Listed records Start Marker

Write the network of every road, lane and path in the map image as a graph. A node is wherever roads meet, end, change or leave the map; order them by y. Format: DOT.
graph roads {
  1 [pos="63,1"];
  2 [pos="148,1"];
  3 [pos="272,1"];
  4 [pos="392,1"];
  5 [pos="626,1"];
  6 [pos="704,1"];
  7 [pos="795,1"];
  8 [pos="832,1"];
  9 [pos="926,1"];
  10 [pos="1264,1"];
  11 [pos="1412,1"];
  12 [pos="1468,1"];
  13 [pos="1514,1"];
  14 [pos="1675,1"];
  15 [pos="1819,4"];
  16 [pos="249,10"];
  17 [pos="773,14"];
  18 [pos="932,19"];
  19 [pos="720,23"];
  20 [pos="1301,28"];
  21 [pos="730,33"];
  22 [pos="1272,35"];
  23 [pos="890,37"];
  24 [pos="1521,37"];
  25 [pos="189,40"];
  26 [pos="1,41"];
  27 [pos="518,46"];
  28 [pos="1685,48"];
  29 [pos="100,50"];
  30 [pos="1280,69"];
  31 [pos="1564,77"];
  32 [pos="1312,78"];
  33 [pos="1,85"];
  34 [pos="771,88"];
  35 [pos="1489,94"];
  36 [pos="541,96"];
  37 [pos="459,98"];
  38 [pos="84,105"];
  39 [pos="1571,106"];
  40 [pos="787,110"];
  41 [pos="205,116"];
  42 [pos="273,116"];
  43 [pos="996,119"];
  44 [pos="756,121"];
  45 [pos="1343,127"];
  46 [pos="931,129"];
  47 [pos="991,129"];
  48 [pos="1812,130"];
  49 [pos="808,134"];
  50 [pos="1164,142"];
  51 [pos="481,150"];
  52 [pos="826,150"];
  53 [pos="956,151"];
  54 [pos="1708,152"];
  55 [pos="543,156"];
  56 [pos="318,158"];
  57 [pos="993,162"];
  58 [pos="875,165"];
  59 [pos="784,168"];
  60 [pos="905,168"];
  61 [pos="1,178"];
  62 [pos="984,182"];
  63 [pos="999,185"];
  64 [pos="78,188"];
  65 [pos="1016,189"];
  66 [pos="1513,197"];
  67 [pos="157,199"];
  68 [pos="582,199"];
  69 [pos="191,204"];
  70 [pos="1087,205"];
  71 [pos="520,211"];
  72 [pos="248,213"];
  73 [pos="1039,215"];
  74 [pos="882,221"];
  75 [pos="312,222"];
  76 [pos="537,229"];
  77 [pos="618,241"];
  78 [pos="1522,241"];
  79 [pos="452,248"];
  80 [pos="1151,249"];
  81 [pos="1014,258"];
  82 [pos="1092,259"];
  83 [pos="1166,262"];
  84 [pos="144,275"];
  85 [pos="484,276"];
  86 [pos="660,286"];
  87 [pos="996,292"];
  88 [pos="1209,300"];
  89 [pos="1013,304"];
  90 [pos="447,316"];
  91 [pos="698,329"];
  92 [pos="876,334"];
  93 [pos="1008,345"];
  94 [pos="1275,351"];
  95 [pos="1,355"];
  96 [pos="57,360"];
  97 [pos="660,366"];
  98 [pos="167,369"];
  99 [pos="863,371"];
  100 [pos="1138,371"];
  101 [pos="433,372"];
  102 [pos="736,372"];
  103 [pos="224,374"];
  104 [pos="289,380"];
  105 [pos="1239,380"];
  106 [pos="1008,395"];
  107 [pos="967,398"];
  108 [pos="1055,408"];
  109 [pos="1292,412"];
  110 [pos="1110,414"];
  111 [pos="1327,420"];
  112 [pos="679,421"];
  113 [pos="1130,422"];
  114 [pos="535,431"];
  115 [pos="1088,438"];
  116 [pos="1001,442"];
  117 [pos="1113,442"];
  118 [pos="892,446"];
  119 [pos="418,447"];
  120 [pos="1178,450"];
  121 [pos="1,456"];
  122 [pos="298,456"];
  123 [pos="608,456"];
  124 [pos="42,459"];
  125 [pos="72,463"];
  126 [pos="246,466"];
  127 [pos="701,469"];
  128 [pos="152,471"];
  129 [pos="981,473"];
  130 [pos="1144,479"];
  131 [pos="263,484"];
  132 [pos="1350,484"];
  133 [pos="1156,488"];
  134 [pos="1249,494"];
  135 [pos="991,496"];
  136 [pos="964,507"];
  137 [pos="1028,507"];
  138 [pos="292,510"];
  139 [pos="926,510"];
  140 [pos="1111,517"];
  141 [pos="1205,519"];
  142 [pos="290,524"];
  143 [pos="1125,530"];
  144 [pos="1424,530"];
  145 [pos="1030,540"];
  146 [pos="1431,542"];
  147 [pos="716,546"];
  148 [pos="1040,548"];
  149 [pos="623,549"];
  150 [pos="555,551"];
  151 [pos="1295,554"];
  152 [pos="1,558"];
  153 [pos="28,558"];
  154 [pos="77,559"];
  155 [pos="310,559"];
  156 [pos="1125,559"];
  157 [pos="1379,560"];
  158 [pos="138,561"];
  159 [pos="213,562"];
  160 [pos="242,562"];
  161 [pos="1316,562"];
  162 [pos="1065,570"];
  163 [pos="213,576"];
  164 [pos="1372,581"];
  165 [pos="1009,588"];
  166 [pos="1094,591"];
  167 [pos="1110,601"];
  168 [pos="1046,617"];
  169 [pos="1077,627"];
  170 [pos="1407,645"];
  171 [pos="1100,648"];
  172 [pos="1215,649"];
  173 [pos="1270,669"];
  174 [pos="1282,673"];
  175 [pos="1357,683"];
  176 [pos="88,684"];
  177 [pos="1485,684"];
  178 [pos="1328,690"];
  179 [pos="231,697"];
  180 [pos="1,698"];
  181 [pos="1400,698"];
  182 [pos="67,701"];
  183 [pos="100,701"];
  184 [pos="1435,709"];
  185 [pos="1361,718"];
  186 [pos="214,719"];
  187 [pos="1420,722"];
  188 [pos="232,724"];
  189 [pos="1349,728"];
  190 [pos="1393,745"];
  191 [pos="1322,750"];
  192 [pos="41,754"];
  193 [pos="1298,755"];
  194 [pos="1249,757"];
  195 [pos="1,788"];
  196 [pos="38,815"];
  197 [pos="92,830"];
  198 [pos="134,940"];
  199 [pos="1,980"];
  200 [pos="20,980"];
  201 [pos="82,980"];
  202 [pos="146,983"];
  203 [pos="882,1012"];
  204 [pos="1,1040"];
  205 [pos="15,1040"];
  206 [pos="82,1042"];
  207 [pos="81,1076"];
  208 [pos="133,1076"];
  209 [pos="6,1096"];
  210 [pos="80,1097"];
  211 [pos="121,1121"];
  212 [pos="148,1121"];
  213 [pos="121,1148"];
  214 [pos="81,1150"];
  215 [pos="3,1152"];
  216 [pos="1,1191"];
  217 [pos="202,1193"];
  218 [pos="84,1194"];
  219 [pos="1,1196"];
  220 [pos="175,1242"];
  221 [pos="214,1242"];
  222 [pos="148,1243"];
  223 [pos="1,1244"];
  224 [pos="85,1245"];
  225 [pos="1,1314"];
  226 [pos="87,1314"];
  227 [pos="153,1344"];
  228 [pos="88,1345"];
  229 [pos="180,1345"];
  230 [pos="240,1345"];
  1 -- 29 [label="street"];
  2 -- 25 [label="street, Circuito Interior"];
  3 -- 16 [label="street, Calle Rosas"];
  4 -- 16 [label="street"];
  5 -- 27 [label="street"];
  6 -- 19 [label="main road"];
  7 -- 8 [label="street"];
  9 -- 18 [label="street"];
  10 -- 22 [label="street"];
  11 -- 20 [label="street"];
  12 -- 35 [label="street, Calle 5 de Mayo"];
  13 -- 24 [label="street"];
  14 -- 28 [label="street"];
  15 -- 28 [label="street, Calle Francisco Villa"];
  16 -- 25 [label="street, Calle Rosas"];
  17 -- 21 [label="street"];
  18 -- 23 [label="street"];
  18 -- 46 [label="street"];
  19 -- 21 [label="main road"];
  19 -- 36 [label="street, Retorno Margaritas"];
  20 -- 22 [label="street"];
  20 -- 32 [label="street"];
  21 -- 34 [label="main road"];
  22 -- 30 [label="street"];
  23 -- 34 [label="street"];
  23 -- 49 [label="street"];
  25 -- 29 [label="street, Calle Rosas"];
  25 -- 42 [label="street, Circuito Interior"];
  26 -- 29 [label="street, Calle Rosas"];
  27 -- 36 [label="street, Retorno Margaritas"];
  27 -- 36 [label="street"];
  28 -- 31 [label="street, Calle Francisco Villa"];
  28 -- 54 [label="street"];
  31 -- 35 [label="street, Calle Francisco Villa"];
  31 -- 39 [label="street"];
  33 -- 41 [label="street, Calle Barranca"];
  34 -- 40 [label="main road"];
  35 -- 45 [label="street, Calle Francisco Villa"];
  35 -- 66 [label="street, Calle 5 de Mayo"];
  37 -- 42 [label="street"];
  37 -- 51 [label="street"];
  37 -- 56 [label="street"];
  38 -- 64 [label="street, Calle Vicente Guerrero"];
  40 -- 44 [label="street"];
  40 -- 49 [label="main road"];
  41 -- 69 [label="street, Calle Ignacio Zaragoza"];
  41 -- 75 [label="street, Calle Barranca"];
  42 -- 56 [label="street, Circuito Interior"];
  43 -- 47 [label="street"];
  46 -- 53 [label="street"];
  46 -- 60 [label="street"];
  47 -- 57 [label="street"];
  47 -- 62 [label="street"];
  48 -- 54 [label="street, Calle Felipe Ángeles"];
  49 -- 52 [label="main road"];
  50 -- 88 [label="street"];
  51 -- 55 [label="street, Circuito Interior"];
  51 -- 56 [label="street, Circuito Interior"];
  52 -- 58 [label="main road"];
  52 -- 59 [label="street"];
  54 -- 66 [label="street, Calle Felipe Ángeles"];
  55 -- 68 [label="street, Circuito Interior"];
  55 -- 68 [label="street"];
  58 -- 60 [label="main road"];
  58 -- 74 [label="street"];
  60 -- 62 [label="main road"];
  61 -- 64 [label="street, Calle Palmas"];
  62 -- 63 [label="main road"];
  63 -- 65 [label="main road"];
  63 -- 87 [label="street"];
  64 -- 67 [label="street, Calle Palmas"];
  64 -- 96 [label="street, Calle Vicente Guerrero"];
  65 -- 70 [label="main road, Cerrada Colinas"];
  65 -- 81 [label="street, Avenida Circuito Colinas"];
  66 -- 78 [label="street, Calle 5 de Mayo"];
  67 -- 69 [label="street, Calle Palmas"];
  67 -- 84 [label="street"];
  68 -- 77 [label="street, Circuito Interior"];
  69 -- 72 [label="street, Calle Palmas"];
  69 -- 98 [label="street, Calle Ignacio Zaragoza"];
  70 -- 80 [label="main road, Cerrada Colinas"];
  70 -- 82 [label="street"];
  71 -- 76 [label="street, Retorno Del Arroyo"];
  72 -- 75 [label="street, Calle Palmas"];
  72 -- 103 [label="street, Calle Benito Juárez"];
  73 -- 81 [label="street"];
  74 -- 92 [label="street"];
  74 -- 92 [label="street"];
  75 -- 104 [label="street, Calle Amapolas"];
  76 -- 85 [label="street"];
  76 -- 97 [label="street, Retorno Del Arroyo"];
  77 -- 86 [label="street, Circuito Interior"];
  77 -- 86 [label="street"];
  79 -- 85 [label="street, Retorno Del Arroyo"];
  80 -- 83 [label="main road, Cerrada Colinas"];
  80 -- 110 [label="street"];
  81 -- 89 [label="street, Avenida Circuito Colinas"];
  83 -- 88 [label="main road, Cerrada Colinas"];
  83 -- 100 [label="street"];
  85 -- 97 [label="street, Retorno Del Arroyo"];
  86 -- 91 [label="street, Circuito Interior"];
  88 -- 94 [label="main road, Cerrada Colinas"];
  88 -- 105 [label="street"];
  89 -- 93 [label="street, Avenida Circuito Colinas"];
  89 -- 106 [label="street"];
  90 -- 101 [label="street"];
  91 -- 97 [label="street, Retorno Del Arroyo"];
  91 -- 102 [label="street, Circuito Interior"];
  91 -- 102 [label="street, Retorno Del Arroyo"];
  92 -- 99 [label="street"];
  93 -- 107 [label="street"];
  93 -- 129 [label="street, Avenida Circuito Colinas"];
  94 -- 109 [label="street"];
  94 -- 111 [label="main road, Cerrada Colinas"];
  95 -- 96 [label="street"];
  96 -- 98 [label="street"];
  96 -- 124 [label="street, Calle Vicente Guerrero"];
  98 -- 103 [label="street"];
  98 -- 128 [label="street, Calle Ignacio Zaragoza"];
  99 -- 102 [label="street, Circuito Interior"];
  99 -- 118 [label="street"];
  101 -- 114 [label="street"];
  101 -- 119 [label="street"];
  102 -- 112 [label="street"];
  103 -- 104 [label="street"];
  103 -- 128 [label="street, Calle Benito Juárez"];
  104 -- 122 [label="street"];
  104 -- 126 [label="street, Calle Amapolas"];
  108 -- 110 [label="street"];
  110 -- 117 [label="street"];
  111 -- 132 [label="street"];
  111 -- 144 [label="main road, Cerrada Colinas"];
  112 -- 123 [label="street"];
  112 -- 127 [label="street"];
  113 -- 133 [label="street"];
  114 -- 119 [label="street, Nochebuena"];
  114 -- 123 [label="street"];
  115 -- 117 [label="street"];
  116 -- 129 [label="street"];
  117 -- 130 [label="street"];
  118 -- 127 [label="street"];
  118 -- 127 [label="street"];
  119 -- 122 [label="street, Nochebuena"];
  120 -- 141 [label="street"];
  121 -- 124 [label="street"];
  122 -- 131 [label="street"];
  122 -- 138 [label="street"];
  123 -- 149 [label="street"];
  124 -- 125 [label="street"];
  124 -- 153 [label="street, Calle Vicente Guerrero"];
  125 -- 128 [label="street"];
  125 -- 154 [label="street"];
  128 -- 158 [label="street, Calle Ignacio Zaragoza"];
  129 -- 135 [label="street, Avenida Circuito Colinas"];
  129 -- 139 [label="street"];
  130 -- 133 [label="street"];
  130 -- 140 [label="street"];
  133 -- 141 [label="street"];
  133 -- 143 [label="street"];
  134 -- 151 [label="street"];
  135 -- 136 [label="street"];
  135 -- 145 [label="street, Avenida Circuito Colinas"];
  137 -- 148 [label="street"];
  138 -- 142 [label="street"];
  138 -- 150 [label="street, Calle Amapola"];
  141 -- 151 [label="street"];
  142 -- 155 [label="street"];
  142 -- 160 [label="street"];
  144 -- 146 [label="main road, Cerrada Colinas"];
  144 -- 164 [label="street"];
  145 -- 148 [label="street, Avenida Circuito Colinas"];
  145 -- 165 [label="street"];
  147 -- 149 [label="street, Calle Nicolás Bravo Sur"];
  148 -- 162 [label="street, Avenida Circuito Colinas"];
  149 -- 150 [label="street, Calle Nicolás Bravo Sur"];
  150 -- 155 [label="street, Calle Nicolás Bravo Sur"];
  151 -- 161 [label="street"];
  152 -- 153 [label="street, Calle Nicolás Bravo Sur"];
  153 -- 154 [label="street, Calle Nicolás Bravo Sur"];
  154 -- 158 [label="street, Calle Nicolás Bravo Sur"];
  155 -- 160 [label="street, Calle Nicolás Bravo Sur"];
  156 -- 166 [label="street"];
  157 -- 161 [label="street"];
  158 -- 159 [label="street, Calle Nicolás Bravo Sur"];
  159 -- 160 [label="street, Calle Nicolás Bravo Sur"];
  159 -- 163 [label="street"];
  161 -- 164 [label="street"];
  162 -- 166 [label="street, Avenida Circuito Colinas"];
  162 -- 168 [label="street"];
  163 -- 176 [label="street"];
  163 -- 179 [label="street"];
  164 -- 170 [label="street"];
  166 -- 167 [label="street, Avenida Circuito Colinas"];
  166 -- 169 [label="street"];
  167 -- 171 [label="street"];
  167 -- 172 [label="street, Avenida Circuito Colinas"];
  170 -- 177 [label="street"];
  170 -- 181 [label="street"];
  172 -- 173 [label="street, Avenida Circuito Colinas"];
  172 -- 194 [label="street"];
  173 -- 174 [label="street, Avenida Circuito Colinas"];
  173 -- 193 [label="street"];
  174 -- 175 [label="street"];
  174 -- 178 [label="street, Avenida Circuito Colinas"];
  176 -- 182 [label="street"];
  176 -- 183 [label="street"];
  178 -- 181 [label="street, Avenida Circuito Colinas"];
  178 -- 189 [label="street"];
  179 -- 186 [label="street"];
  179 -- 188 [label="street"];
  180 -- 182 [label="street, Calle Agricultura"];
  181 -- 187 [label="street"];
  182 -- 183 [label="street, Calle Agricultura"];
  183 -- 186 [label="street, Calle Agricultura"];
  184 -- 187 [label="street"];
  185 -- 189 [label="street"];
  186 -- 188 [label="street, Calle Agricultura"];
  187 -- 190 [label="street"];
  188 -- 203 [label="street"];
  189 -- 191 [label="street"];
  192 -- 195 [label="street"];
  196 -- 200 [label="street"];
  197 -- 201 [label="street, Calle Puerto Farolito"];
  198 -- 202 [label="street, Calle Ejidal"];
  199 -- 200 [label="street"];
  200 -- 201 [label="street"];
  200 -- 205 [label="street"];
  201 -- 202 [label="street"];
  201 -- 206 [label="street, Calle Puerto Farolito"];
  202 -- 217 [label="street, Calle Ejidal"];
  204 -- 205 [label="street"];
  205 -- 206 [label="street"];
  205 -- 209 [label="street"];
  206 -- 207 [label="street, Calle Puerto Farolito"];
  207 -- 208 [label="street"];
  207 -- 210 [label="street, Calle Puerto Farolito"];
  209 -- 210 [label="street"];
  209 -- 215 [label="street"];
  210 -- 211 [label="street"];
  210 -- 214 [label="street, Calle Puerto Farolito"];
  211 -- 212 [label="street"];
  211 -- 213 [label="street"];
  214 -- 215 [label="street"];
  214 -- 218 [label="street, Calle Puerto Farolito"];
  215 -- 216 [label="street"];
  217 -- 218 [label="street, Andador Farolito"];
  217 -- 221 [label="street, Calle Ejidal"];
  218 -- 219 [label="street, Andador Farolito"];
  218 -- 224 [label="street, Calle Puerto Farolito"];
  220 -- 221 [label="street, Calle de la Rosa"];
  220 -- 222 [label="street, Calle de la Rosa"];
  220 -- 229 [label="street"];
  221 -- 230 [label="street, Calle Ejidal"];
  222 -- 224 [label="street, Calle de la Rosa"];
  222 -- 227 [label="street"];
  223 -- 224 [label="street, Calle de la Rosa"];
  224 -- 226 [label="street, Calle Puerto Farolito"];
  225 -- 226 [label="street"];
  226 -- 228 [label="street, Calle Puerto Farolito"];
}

Listed records End Marker

Find each line holding the string "Mayo" in the listing above, then copy it.

  12 -- 35 [label="street, Calle 5 de Mayo"];
  35 -- 66 [label="street, Calle 5 de Mayo"];
  66 -- 78 [label="street, Calle 5 de Mayo"];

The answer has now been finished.